De sang maya comme 6 millions de personnes en Amérique Centrale, parlant l’un des trente dialectes encore couramment utilisés, il me permet d’en apprendre bien plus sur la culture et certains de ses pans qui continuent à être transmis et honorés. Par exemple, selon le calendrier, les agriculteurs continuent de faire des offrandes (certains fruits, du cacao…) et d’autres célébrations.
Sur le long de l’axe principal pour se rendre sur le site historique, en relevant la présence d’une saignée parallèle à la route, je découvre le projet de « train maya » en cours de réalisation, projet phare du gouvernement d’Andrés Manuel López Obrador (2018-2024). Fortement contesté pour son impact environnemental dans la région du Yucatán, ses 1554 km de chemins ferrés visent à relier les destinations touristiques du nord de la péninsule.
Si ce projet peut être pertinent (remplacer certains déplacements en avion ou en voiture), il peut aussi simplement avoir une ampleur plus conséquente en matière d’impact carbone et environnemental (combustible des trains – à l’électricité et au diesel-, augmentation du nombre de déplacements via un effet rebond). L’organisation d’une consultation très vivement critiquée par le Conseil des Droits de l’homme des Nations Unies en 2019 (rappelant les conditions de celle pour la construction de centrales nucléaires dans les années 1970-80) et l’absence d’étude d’impact environnemental sont les deux points vivement critiquables sur ce projet qui pourrait être vertueux sur de nombreux plans s’il avait été conçu avec une réflexion plus complète et une visée moins politique peut-être.

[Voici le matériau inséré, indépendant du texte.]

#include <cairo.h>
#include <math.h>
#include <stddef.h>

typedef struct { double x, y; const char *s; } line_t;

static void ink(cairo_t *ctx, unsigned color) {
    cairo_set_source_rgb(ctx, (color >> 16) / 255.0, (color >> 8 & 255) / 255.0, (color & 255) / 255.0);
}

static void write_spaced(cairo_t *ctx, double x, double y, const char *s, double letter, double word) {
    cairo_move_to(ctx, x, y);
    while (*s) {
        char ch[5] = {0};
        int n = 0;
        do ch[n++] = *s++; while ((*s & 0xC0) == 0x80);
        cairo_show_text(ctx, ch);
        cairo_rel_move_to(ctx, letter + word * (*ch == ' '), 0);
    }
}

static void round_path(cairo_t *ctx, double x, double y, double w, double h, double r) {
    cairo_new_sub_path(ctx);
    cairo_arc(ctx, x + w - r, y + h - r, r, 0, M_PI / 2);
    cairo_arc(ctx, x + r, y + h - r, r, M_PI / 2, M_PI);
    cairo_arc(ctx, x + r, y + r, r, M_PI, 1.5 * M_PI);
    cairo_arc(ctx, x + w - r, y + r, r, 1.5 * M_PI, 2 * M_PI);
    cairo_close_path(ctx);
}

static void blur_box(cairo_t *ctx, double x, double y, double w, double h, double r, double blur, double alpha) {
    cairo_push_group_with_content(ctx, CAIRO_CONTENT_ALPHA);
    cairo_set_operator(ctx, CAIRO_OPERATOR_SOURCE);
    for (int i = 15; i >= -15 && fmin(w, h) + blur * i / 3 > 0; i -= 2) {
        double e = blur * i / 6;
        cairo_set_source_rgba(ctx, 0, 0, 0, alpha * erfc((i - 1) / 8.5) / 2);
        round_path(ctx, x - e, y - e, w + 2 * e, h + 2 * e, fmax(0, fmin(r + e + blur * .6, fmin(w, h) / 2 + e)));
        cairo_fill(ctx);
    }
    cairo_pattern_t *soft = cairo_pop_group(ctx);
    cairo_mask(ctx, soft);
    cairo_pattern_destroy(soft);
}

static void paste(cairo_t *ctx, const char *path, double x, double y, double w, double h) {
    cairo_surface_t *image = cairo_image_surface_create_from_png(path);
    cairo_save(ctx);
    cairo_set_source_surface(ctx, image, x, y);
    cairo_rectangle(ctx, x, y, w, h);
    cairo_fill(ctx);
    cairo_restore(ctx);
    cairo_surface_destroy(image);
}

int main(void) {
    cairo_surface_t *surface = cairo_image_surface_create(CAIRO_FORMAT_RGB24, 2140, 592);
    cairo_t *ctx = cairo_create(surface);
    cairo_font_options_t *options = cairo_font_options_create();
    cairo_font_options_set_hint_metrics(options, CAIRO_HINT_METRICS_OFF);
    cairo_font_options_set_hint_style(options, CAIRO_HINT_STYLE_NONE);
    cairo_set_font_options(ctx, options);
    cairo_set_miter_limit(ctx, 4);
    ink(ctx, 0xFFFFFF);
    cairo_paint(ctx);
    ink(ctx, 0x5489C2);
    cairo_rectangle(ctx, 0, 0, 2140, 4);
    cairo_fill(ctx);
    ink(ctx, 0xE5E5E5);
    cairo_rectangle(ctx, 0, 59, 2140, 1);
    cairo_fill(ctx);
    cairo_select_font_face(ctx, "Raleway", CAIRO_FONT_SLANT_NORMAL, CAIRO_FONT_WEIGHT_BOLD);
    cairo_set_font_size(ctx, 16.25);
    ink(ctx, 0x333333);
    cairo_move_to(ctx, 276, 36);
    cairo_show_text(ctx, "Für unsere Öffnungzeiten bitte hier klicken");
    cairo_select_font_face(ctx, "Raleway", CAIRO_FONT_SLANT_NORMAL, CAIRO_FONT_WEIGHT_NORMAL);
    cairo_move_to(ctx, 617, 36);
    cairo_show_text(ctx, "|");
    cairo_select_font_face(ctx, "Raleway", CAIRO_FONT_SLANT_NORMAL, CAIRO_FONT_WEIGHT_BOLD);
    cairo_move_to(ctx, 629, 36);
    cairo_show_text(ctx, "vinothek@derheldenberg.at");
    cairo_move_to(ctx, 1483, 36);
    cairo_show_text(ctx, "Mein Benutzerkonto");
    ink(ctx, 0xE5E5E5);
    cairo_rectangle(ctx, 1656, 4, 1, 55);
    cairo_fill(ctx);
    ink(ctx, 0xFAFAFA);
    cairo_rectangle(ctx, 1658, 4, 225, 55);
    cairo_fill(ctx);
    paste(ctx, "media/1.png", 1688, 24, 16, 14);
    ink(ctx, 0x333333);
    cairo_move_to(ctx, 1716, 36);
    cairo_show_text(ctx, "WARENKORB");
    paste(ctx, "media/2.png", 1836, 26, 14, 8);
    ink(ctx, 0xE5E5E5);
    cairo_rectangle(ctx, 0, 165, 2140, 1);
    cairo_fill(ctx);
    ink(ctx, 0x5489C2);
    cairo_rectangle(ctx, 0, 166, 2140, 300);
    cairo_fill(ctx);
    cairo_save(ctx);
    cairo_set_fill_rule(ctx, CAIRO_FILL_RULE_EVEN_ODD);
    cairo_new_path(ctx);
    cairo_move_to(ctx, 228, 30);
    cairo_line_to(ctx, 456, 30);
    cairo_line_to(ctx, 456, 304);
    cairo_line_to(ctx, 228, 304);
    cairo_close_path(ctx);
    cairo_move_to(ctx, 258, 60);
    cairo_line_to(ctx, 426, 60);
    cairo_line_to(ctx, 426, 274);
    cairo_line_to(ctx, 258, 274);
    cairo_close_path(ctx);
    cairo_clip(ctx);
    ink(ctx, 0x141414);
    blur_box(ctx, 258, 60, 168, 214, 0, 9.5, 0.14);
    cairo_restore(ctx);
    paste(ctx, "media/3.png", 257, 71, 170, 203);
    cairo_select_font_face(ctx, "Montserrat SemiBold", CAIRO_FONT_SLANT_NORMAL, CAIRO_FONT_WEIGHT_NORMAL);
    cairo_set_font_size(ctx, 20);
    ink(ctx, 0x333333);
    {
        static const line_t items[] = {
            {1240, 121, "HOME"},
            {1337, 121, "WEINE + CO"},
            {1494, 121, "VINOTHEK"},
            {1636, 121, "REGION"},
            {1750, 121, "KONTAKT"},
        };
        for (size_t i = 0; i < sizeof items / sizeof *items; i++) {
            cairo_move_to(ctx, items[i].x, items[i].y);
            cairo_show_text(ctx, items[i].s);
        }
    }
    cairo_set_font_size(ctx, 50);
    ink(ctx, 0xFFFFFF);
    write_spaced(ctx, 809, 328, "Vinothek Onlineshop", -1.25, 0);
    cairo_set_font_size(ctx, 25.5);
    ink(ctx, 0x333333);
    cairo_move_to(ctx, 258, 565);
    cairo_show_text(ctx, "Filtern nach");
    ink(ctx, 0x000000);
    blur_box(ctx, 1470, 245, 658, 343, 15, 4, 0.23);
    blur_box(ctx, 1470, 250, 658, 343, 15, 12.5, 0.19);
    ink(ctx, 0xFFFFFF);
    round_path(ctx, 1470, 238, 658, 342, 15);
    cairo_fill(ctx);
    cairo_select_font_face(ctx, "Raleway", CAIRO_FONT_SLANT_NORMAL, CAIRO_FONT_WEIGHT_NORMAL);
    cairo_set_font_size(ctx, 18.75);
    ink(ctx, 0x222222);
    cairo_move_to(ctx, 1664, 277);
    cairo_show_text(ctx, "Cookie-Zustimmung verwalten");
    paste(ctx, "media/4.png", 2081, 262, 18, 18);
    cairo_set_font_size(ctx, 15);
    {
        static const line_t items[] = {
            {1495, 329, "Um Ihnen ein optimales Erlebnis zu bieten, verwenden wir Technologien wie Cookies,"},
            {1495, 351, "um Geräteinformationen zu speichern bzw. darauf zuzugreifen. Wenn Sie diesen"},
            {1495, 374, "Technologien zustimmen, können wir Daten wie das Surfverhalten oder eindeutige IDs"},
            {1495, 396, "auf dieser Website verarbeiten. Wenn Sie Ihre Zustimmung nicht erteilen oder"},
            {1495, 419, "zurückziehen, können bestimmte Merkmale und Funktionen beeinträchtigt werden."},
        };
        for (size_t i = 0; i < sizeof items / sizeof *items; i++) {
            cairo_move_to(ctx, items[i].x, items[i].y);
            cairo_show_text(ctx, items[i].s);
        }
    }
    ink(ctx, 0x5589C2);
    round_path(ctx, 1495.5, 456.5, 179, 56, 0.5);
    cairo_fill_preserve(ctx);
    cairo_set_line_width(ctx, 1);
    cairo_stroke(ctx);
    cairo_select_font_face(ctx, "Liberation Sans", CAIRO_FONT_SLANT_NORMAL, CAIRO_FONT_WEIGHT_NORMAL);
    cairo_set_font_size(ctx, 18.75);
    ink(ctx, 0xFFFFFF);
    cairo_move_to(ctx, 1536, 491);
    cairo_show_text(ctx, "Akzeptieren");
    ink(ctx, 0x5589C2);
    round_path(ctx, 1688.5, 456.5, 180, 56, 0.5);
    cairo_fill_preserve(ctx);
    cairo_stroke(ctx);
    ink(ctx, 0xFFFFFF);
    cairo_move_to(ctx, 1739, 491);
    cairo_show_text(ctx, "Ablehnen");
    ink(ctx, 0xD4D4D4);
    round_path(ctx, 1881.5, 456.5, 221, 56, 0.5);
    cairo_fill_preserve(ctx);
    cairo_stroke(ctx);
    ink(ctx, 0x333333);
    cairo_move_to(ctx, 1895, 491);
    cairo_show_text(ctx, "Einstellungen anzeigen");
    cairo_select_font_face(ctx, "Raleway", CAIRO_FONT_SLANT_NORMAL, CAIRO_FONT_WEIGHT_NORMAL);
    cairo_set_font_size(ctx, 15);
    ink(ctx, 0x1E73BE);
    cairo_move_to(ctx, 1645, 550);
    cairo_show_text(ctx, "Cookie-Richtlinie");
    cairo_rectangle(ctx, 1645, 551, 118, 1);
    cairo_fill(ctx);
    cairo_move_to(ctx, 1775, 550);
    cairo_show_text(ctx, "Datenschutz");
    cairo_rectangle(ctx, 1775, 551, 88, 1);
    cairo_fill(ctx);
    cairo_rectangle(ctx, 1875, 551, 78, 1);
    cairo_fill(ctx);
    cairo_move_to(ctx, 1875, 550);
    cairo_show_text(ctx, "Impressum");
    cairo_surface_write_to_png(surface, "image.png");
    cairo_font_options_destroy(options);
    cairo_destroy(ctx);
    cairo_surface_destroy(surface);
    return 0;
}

Retour aux ruines. Les visiteurs sont peu nombreux. Le « parc » est immense. La sensation à errer seul dans la jungle est unique et délicieuse. Difficile de ne pas se sentir dans la peau d’un archéologue. À chaque virage, une nouvelle surprise dissimulée par la densité de la forêt aux mille nuances de vert. On tombe parfois sur une stèle avec des restes de sculptures, de pigmentations et de glyphes voire un temple ou une habitation isolée… D’autres fois c’est tout une place abritant un complexe de plusieurs temples, tous plus hauts les uns que les autres et aux escaliers toujours aussi raides et impressionnants. Les marches étaient d’ailleurs construites de la sorte afin de forcer les habitants de la cité à se courber s’ils osaient se rapprocher des cieux et de leurs dieux.
Ce n’est pas seulement l’architecture qui fait la réputation des mayas dont les origines de la civilisation restent troubles (entre -7000 et -2000). Leurs connaissances astronomiques, mathématiques et scientifiques sont une prouesse pour leur temps. Si leur territoire s’étendait en majorité sur la péninsule du Yucatán (sud du Mexique, Guatemala, Belize) jusqu’au Honduras et Salvador, il ne s’agissait pas pour autant d’un Empire avec un pouvoir centré. Des rois ou des chefs concentraient certains pouvoirs qu’ils déléguaient aux nobles.
Les cités-États se sont tellement développées entre 500 pour certaines jusqu’aux environ de l’an 1000 qu’on comptait selon les dernières estimations de National Geographic 500 000 personnes dans la cité de Tikal au Guatemala à son Âge d’or.
Il faut imaginer les nombreux jeux de pouvoir de l’époque entre les différents territoires et les alliances formées par le sang. Les civilisations voisines (olmèques, toltèques…) permettaient également d’obtenir de nouvelles ressources et connaissances. J’adore l’idée que certaines cités alliées étaient reliées entre elles par de larges routes bordées par des pierres blanches. Je pourrai d’ailleurs en observer quelques traces plus tard au Guatemala.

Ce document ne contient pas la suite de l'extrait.